- DATA TO PROCESS
=== Begin Enclosure ===
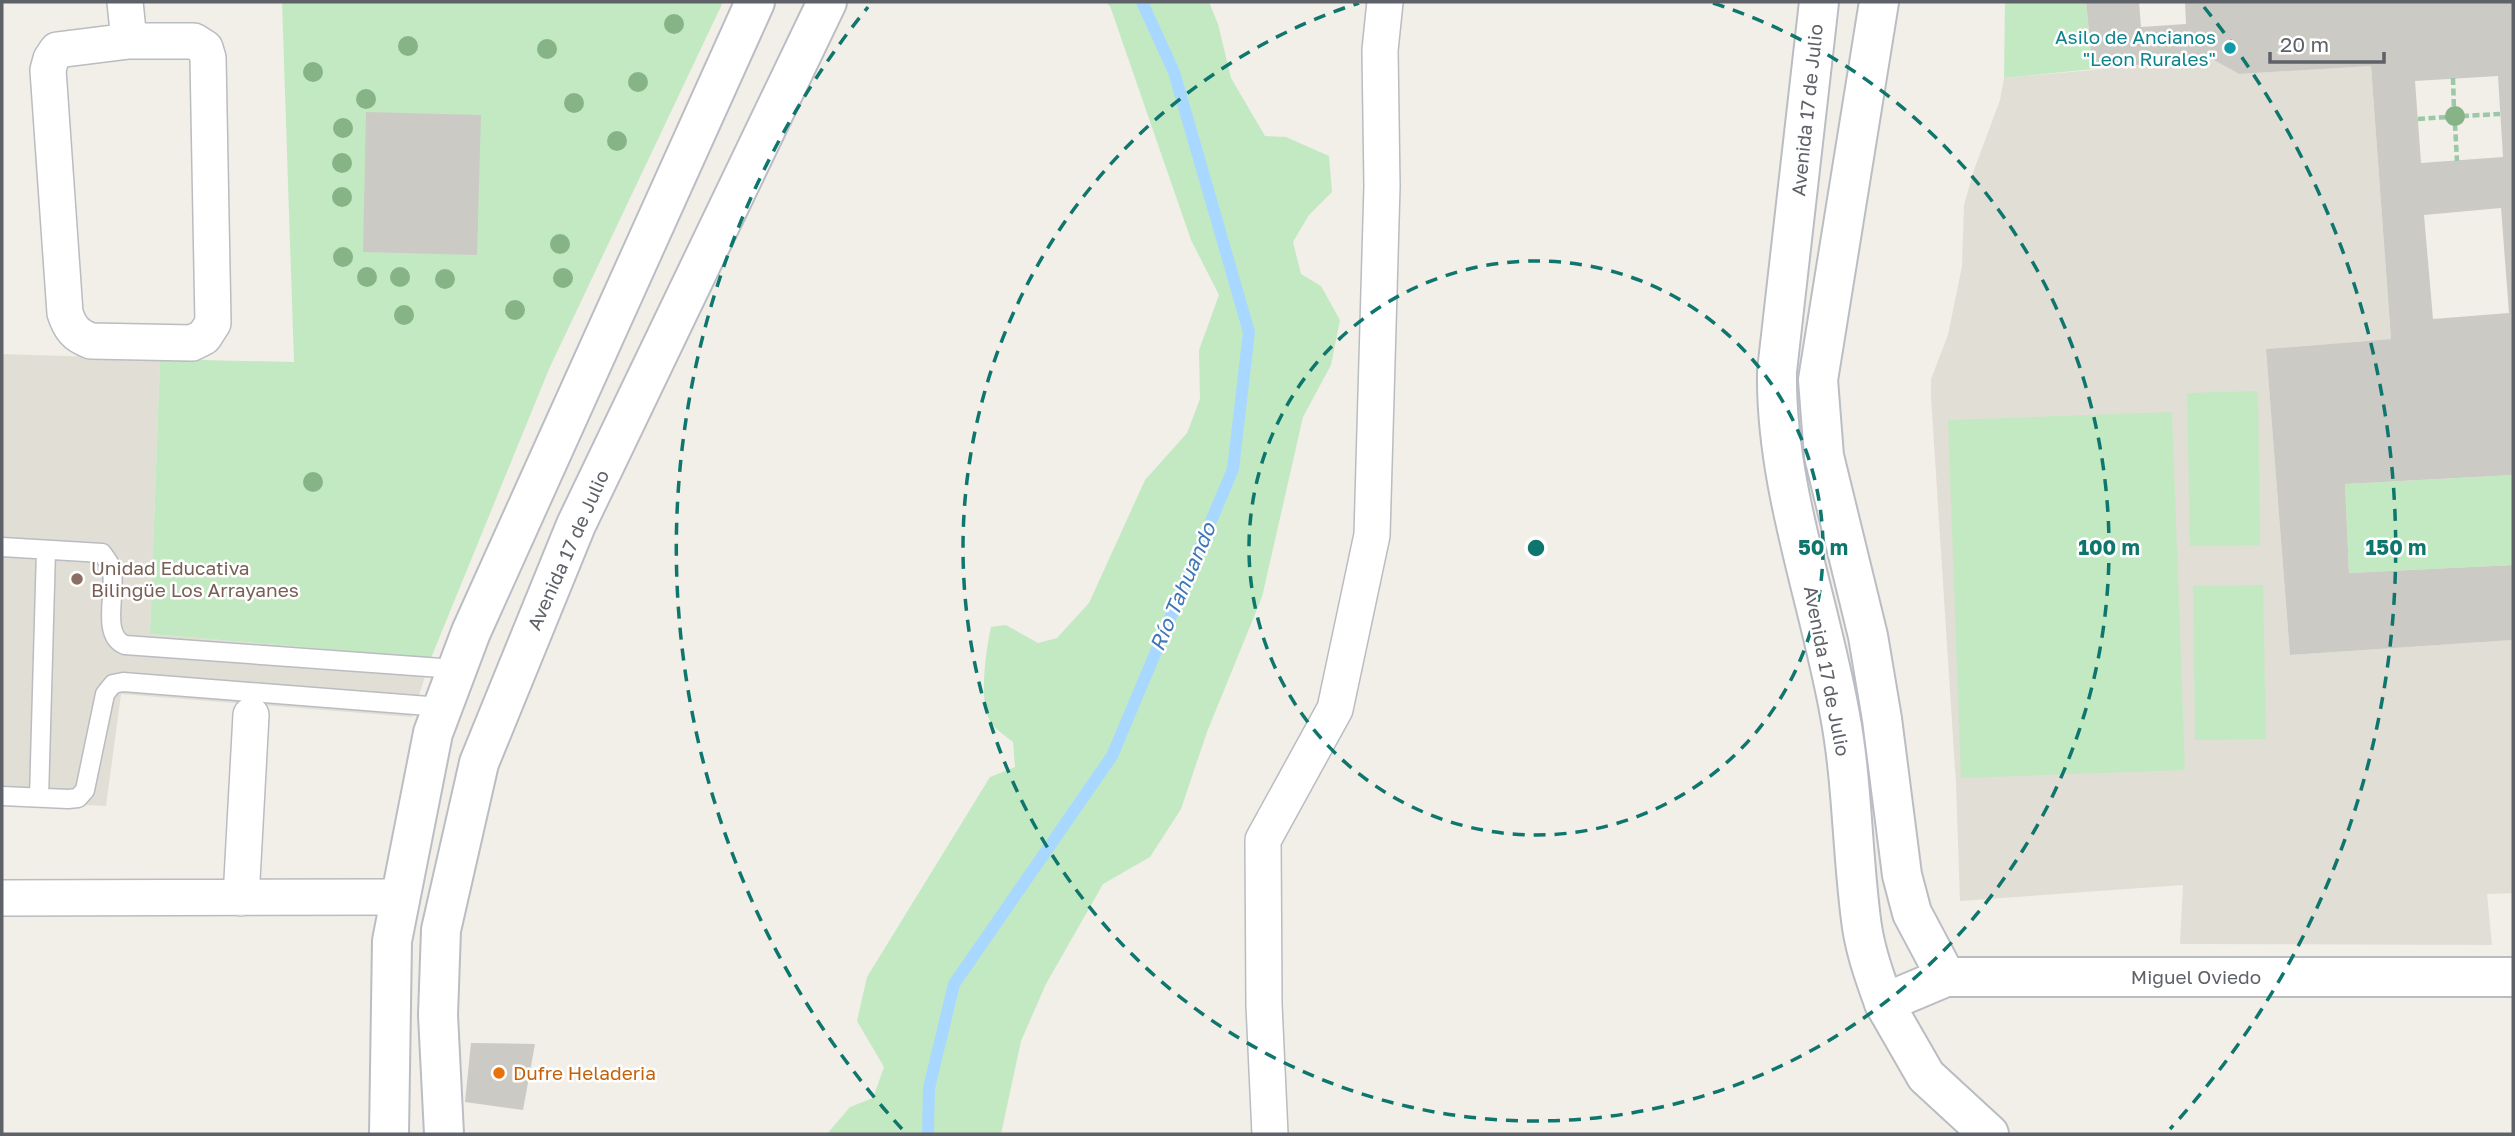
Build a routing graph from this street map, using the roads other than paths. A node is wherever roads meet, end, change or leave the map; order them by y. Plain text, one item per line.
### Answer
1 (125, 2) edge
2 (755, 2) edge
3 (827, 2) edge
4 (1385, 2) edge
5 (1819, 2) edge
6 (1879, 2) edge
7 (129, 41) junction
8 (2, 547) edge
9 (46, 550) junction
10 (455, 669) junction
11 (441, 707) junction
12 (251, 715) dead end
13 (2, 796) edge
14 (39, 798) junction
15 (400, 897) junction
16 (2, 898) edge
17 (241, 898) junction
18 (1946, 977) junction
19 (2513, 977) edge
20 (1884, 1003) junction
21 (389, 1134) edge
22 (444, 1134) edge
23 (1270, 1134) edge
24 (1989, 1134) edge

1 - 7 street
2 - 10 main road
3 - 22 main road, Avenida 17 de Julio
4 - 23 street
5 - 20 main road, Avenida 17 de Julio
6 - 18 main road
7 - 7 street
8 - 9 lane
9 - 10 lane
9 - 14 lane
10 - 11 main road
11 - 14 lane
11 - 15 main road
12 - 17 street
13 - 14 lane
15 - 17 street
15 - 21 main road
16 - 17 street
18 - 19 main road, Miguel Oviedo
18 - 20 main road, Miguel Oviedo
20 - 24 main road, Avenida 17 de Julio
=== End Enclosure ===
Repeat all of the data above word for word, minus the pictures.

Build a routing graph from this street map, using the roads other than paths. A node is wherever roads meet, end, change or leave the map; order them by y. Plain text, one item per line.
### Answer
1 (125, 2) edge
2 (755, 2) edge
3 (827, 2) edge
4 (1385, 2) edge
5 (1819, 2) edge
6 (1879, 2) edge
7 (129, 41) junction
8 (2, 547) edge
9 (46, 550) junction
10 (455, 669) junction
11 (441, 707) junction
12 (251, 715) dead end
13 (2, 796) edge
14 (39, 798) junction
15 (400, 897) junction
16 (2, 898) edge
17 (241, 898) junction
18 (1946, 977) junction
19 (2513, 977) edge
20 (1884, 1003) junction
21 (389, 1134) edge
22 (444, 1134) edge
23 (1270, 1134) edge
24 (1989, 1134) edge

1 - 7 street
2 - 10 main road
3 - 22 main road, Avenida 17 de Julio
4 - 23 street
5 - 20 main road, Avenida 17 de Julio
6 - 18 main road
7 - 7 street
8 - 9 lane
9 - 10 lane
9 - 14 lane
10 - 11 main road
11 - 14 lane
11 - 15 main road
12 - 17 street
13 - 14 lane
15 - 17 street
15 - 21 main road
16 - 17 street
18 - 19 main road, Miguel Oviedo
18 - 20 main road, Miguel Oviedo
20 - 24 main road, Avenida 17 de Julio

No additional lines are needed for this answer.